Wednesday, July 8, 2015
S2 (28 rue des Saints-Pères)
This paper presents the results of a 4-year long (2010-2014) global expert survey on state policies toward ethnic and religious diversity for all the European countries (defined as all the states that have a territory in the European continent). The project was funded by the European Commission through a Marie Curie Reintegration grant for the 2010-2014 period. Based on the observable patterns in the distribution of state policeis toward ethnic and religious diversity, European countries are classified as having monoethnic, multiethnic, and antiethnic regimes, as well as monoethnic-multiethnic and antiethnic-multiethnic hybrid regimes. Monoethnic regimes are based on policies that seek to limit nationality to one ethnic category only, while excluding others; antiethnic regimes are based on policies that seek to include but also assimilate an ethnically diverse citizenry; while multiethnic regimes are based on policies that seek to include and also foster the institutional and legal expression of ethnic diversity among their citizenry.

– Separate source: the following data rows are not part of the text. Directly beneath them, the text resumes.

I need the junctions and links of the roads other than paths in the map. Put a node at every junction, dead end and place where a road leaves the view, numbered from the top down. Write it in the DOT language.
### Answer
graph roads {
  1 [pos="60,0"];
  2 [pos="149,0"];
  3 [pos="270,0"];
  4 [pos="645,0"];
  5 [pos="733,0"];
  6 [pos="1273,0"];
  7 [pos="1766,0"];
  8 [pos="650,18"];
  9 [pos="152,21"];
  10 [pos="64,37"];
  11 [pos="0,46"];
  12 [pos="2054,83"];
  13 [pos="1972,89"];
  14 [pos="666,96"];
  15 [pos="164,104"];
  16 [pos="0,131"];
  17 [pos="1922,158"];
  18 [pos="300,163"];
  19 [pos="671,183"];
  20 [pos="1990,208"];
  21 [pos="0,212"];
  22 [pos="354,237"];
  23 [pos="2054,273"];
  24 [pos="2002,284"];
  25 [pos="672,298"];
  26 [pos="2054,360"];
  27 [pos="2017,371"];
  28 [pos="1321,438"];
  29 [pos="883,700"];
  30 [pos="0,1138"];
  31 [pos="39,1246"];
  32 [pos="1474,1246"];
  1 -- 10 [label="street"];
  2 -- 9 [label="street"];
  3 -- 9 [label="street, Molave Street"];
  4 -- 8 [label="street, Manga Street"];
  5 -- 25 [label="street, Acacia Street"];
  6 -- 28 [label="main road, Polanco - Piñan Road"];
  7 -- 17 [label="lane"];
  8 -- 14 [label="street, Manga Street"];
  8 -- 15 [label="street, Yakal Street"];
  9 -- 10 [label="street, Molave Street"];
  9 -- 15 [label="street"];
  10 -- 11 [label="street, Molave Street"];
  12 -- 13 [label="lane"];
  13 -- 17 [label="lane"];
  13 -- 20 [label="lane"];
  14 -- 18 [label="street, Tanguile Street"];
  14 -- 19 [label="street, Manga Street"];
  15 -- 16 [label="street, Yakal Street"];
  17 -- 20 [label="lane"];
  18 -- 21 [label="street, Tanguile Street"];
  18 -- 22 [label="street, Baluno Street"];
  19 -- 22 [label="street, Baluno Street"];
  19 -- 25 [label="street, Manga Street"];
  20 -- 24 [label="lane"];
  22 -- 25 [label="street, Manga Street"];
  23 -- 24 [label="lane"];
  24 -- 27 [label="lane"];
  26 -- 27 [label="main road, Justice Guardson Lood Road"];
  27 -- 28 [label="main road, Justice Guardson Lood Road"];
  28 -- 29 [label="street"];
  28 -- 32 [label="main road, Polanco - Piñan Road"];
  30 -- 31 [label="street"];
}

The geographical concentration of monoethnic regimes in the Nordic and Eastern rim of the European continent, as well as the geographical concentration of assimilationist antiethnic regimes in Western and Central Europe, as well as the relative scarcity of multiethnic regimes in the Europen continent, provides a curious tripartite puzzle. The author scrutinizes hypotheses based on colonial and contiguous imperial legacies, Communist legacies, religious legacies, economic development, and the age of statehood, among others, in seeking to explain this geographical pattern of distribution in state policies toward ethnic diversity observed across the European continent.